DESCRIPTION OF THE TASK
I'd like the entries repeated exactly, pictures omitted.

[Dataset excerpts]
=======

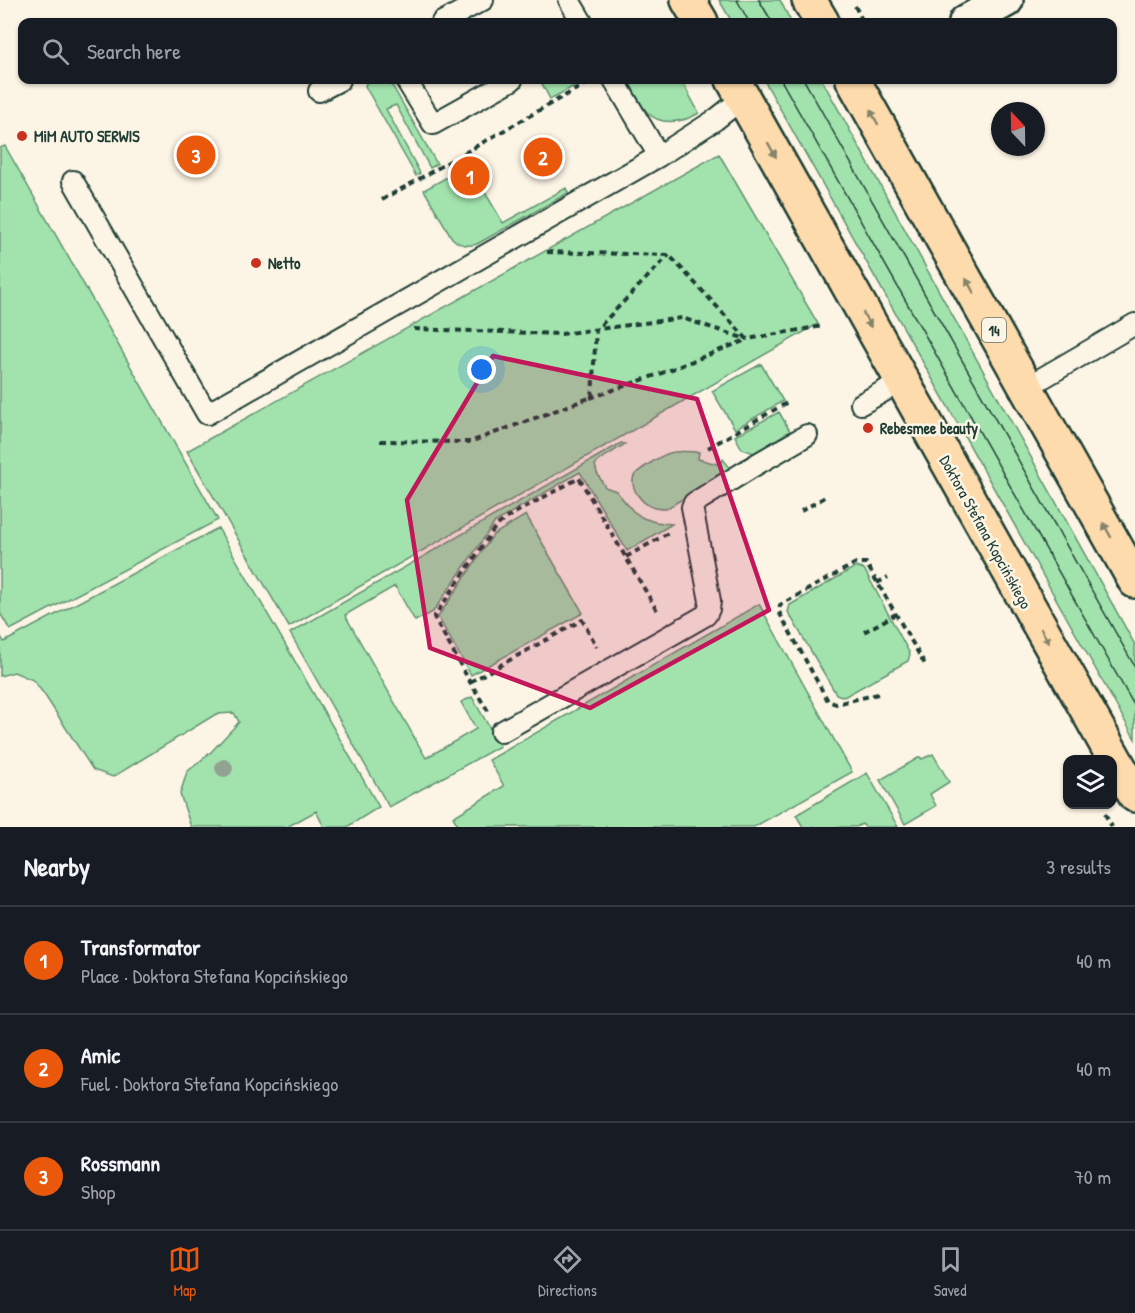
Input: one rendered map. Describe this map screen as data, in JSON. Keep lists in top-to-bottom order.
{
  "streets": {
    "main road": ["14", "Doktora Stefana Kopcińskiego"]
  },
  "places": ["MiM AUTO SERWIS", "Netto", "Rebesmee beauty"],
  "north": "top",
  "page": {
    "search": "Search here",
    "pins": ["3", "2", "1"],
    "heading": ["Nearby", "3 results"],
    "list": [
      {
        "mark": "1",
        "name": "Transformator",
        "note": "Place · Doktora Stefana Kopcińskiego",
        "value": "40 m"
      },
      {
        "mark": "2",
        "name": "Amic",
        "note": "Fuel · Doktora Stefana Kopcińskiego",
        "value": "40 m"
      },
      {
        "mark": "3",
        "name": "Rossmann",
        "note": "Shop",
        "value": "70 m"
      }
    ],
    "nav": ["Map", "Directions", "Saved"]
  }
}
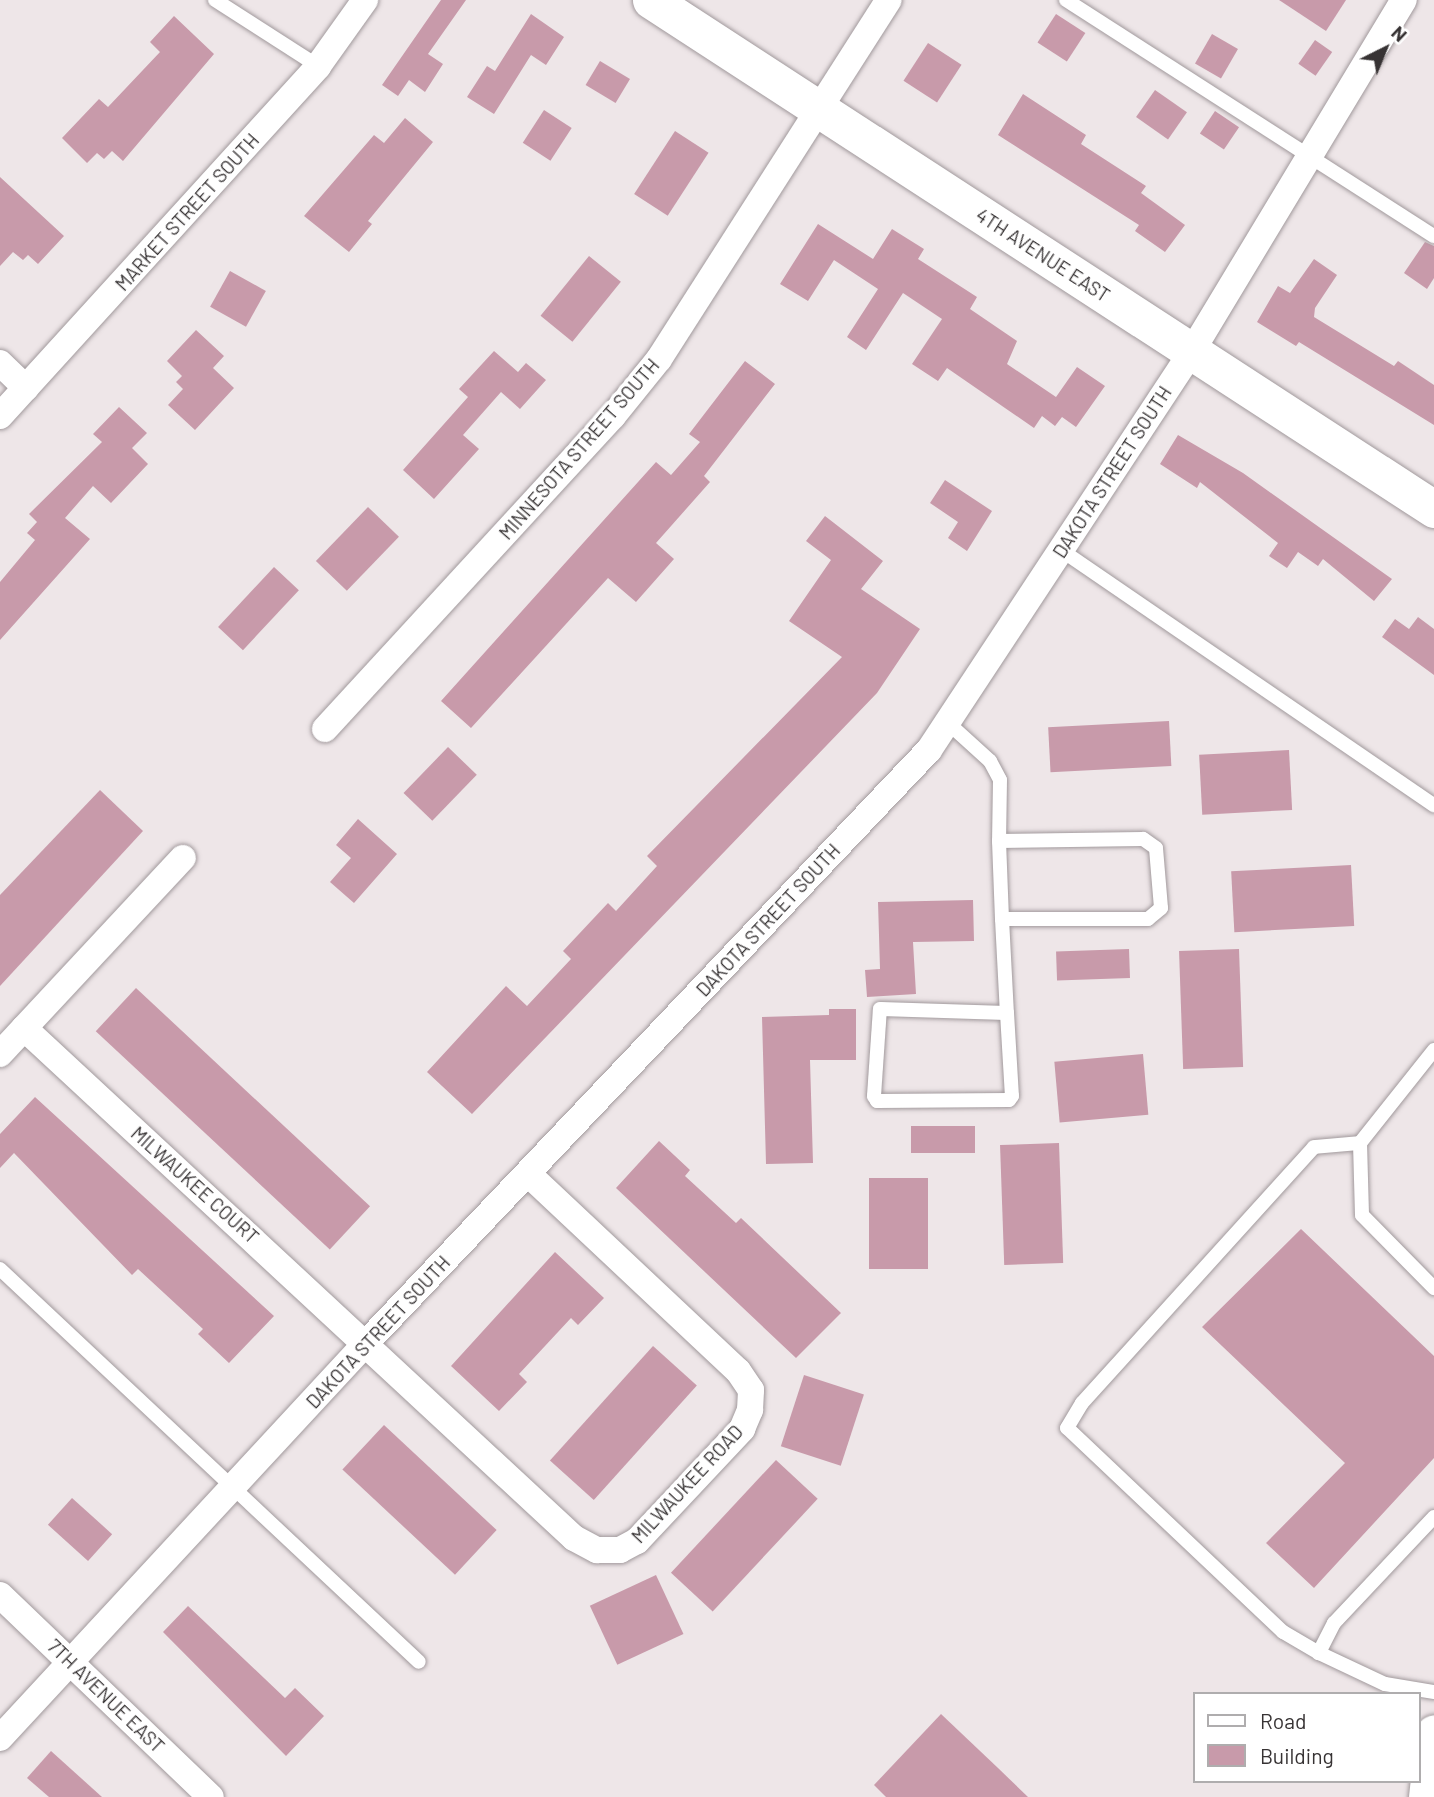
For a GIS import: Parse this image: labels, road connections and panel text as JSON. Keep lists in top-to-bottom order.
{
  "streets": {
    "street": [
      "MARKET STREET SOUTH",
      "4TH AVENUE EAST",
      "MINNESOTA STREET SOUTH",
      "DAKOTA STREET SOUTH",
      "MILWAUKEE COURT",
      "MILWAUKEE ROAD",
      "7TH AVENUE EAST"
    ]
  },
  "crossings": [
    ["4TH AVENUE EAST", "MINNESOTA STREET SOUTH"],
    ["4TH AVENUE EAST", "DAKOTA STREET SOUTH"],
    ["DAKOTA STREET SOUTH", "MILWAUKEE COURT"],
    ["DAKOTA STREET SOUTH", "MILWAUKEE ROAD"],
    ["DAKOTA STREET SOUTH", "7TH AVENUE EAST"],
    ["MILWAUKEE COURT", "MILWAUKEE ROAD"]
  ],
  "legend": ["Road", "Building"],
  "north": "top right"
}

=======

TASK RESPONSE
Input: one rendered map. Describe this map screen as data, in JSON. Keep lists in top-to-bottom order.
{
  "streets": {
    "main road": ["14", "Doktora Stefana Kopcińskiego"]
  },
  "places": ["MiM AUTO SERWIS", "Netto", "Rebesmee beauty"],
  "north": "top",
  "page": {
    "search": "Search here",
    "pins": ["3", "2", "1"],
    "heading": ["Nearby", "3 results"],
    "list": [
      {
        "mark": "1",
        "name": "Transformator",
        "note": "Place · Doktora Stefana Kopcińskiego",
        "value": "40 m"
      },
      {
        "mark": "2",
        "name": "Amic",
        "note": "Fuel · Doktora Stefana Kopcińskiego",
        "value": "40 m"
      },
      {
        "mark": "3",
        "name": "Rossmann",
        "note": "Shop",
        "value": "70 m"
      }
    ],
    "nav": ["Map", "Directions", "Saved"]
  }
}
For a GIS import: Parse this image: labels, road connections and panel text as JSON. Keep lists in top-to-bottom order.
{
  "streets": {
    "street": [
      "MARKET STREET SOUTH",
      "4TH AVENUE EAST",
      "MINNESOTA STREET SOUTH",
      "DAKOTA STREET SOUTH",
      "MILWAUKEE COURT",
      "MILWAUKEE ROAD",
      "7TH AVENUE EAST"
    ]
  },
  "crossings": [
    ["4TH AVENUE EAST", "MINNESOTA STREET SOUTH"],
    ["4TH AVENUE EAST", "DAKOTA STREET SOUTH"],
    ["DAKOTA STREET SOUTH", "MILWAUKEE COURT"],
    ["DAKOTA STREET SOUTH", "MILWAUKEE ROAD"],
    ["DAKOTA STREET SOUTH", "7TH AVENUE EAST"],
    ["MILWAUKEE COURT", "MILWAUKEE ROAD"]
  ],
  "legend": ["Road", "Building"],
  "north": "top right"
}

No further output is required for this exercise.